Free Our Data: the blog

A Guardian Technology campaign for free public access to data about the UK and its citizens


Government asks Free Our Data to work with OPSI on web channel for users

We did say that the meeting with Michael Wills was interesting. In today’s Guardian, we precis the meeting (update: the full text is now on the blog), which boils down to a few key points:

  • Michael Wills, the minister for information at the Department for Justice, thinks the case for free re-use of public sector data in and outside government is “compelling”
  • He thinks that government has to move quickly to adjust to the changing information world
  • He expects the ‘public task’ of Ordnance Survey to be defined within a study that will report to him by the end of this year
  • the trading fund model, set up in the 1970s (by which government agencies charge for their output, reducing their need for direct tax funding) needs reexamination
  • He is reluctant, however, to disturb a model (trading funds) which has produced high-quiality information

They key point though is that he wants Free Our Data to work with the Office of Public Sector information to set up a web channel through which the public can request public data, and what form they want it. That, to us, marks a significant recognition of the importance of this campaign.

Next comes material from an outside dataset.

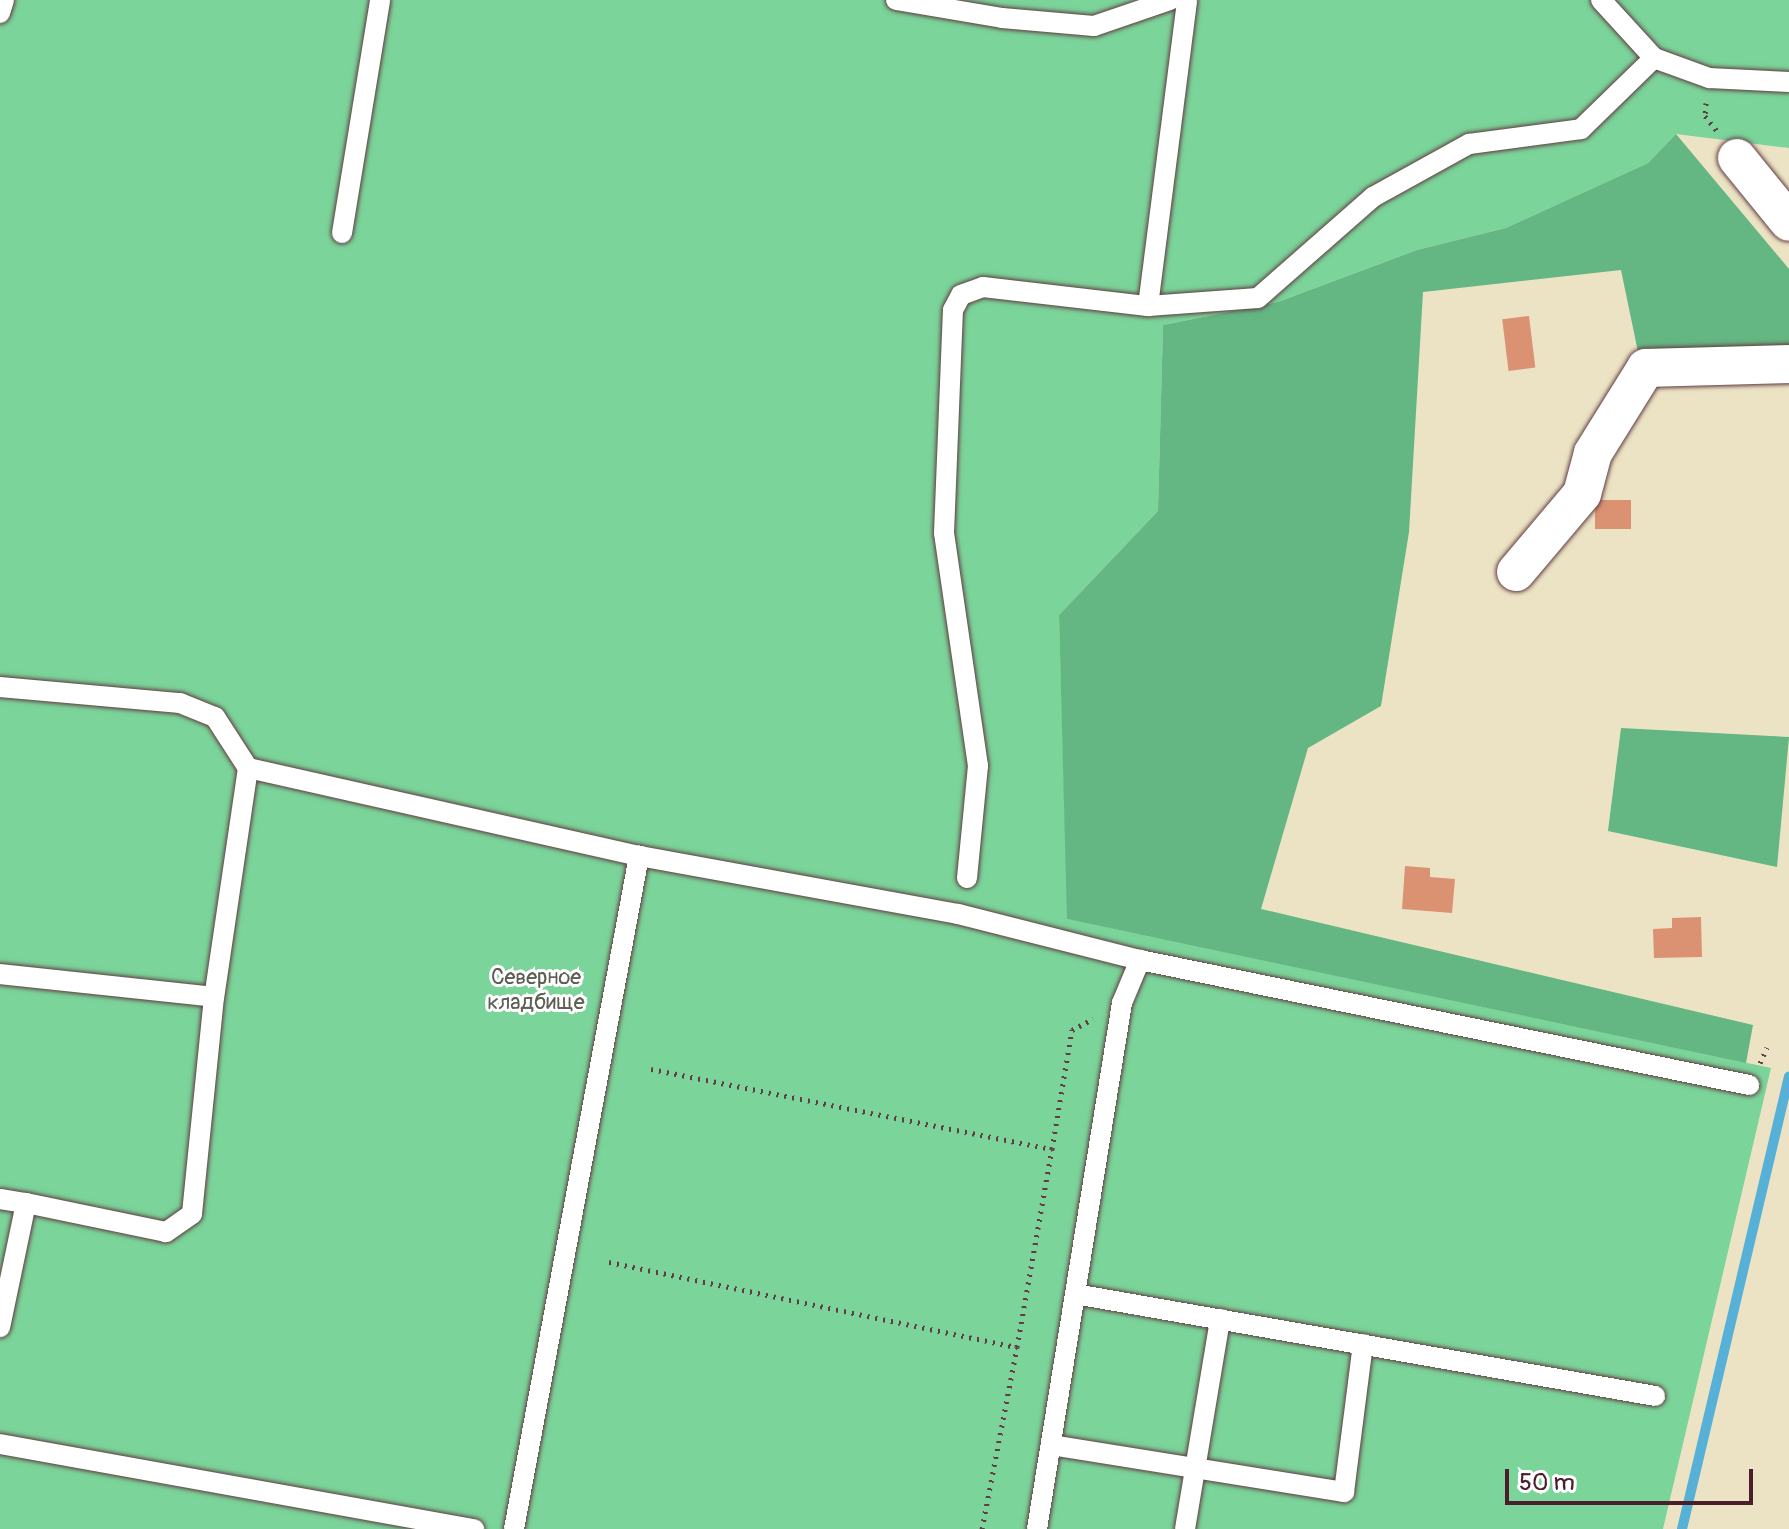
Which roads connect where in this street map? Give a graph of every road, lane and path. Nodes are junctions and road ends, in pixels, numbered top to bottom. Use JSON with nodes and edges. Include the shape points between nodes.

Read more at The minister will hear you now in the Guardian. The full transcript of the meeting will be posted once it has been re-checked for accuracy.

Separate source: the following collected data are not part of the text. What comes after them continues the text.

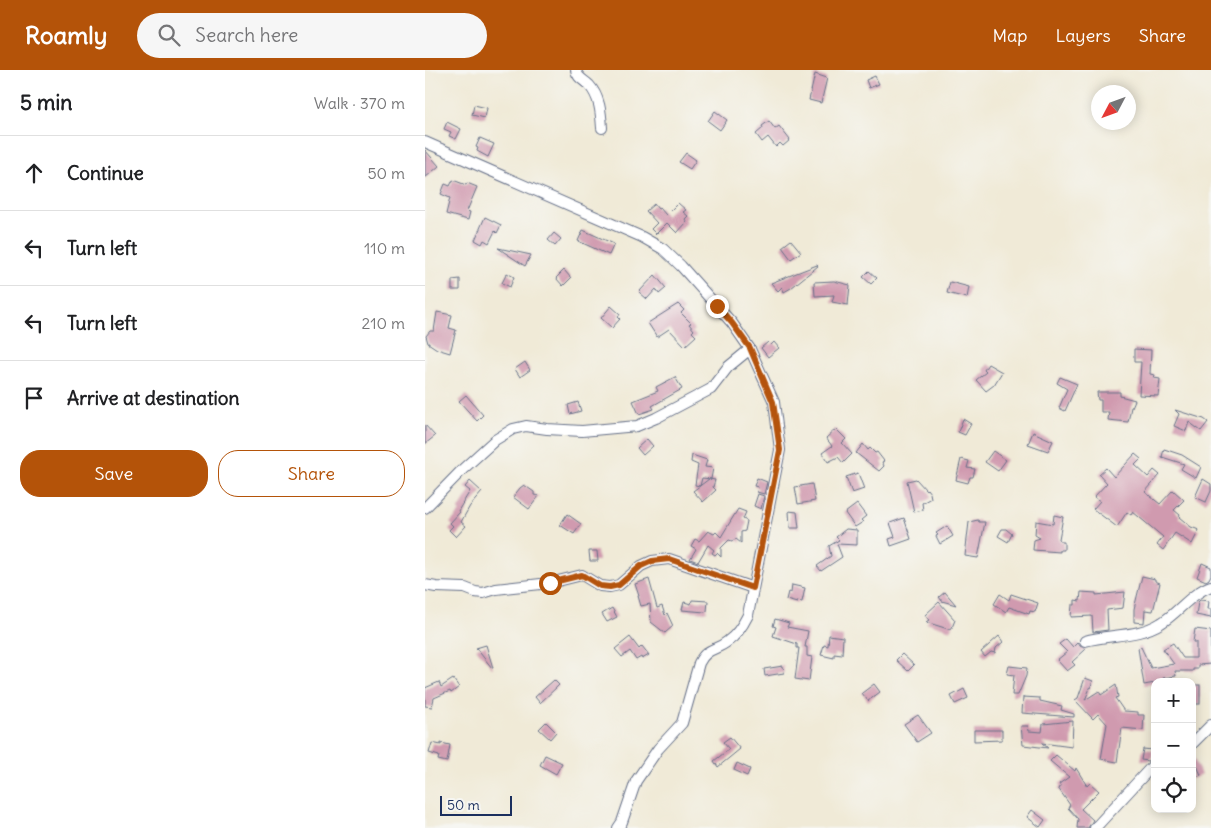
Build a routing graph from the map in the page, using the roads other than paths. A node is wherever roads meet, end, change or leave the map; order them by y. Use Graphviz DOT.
graph roads {
  1 [pos="576,70"];
  2 [pos="602,128"];
  3 [pos="425,142"];
  4 [pos="750,348"];
  5 [pos="425,508"];
  6 [pos="425,585"];
  7 [pos="1211,586"];
  8 [pos="753,588"];
  9 [pos="1085,641"];
  10 [pos="1211,725"];
  11 [pos="1196,740"];
  12 [pos="1151,767"];
  13 [pos="618,828"];
  14 [pos="1095,828"];
  1 -- 2 [label="street"];
  3 -- 4 [label="street"];
  4 -- 5 [label="street"];
  4 -- 8 [label="street"];
  6 -- 8 [label="street"];
  7 -- 9 [label="street"];
  8 -- 13 [label="street"];
  10 -- 11 [label="street"];
  12 -- 14 [label="street"];
}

7 Responses to “Government asks Free Our Data to work with OPSI on web channel for users”

  1. Bruce Says:

    With regard to the last two bullet from the meeting summary, the OS only became a trading fund in the 1990s (1998 I think), not the 1970s and we have had high-quality mapping in the UK from the 19th century, so that argument falls.

  2. Rob Says:

    …we need a model that continues to produce high quality data, which is affordable and accessible…just another example…

    http://www.whoownsscotland.org.uk/os.htm

  3. Michael Cross Says:

    Bruce you’re quite right about OS of course, but I understood the minister to be talking about the trading fund model as a whole. That does date from the Heath government.

  4. Lesley Says:

    However, if we are discussing the origins of the trading fund model in the 1970’s, the discussion then becomes one of obsolescence and irretrievable loss of value. Trading funds are, in many ways, the buggy whips of a digital information age, outdated and essentially unsound. A digital knowledge economy was unknown in the ’70’s.

    One thing that I continue to note is the ‘quality data’ card is always played as an example of why a trading fund like Ordnance Survey should be maintained. OS has lobbied well, I can see. However, even that argument no longer holds water. In this day of digital Openness (i.e. open source, open standards, open data files etc.), quality can be achieved through universal participation in the product outcome. The human genome was sequenced through open processes. It would be great if one of the scientists involved in that project might write in here.

    I do hope the minister and the Treasury people realise that this issue of data quality, is yet another red herring.

  5. Paul Says:

    Our site (’Walk highlands’) wanted to licence digital data from the OS to provide the mapping for free online walking routes (helping to boost tourism in rural areas).

    To buy the licence for the digital data would cost over £20,000 per year, but the OS will allow us to buy a different so-called ‘paper’ licence and scan all the maps in ourselves at a cost of £50 per year – a saving of 99.75%, and still display them on the web in the same way. This means our website has visible ‘creases’ on its maps, and takes us alot of time, but otherwise gives the same result, and we could hire graphic artists to remove the creases at a much lower cost. It seems a real anomaly that the ‘means’ by which you put maps on a site determines the cost, rather than the end result of what maps are provided and for what purpose.

    Here’s hoping this review means we can put digital maps on the site next year – and save ourselves months of effort in manual scanning.

  6. Free Our Data: the blog » Blog Archive » Want to put maps online cheaply? Get a paper licence and scan them Says:

    [...] This will seem really strange, but tipped off by a comment on this blog from Walkhighlands, we investigated further. And it turns out to be true: with an Ordnance Survey “paper licence”, you can scan maps and put them online as you like. [...]

  7. Nick Holmes Says:

    “They key point though is that he wants Free Our Data to work with the Office of Public Sector information to set up a web channel through which the public can request public data, and what form they want it.”

    So far as I can see the channel is the OPSI PSI Re-use Request Forum. It needs to be publicised.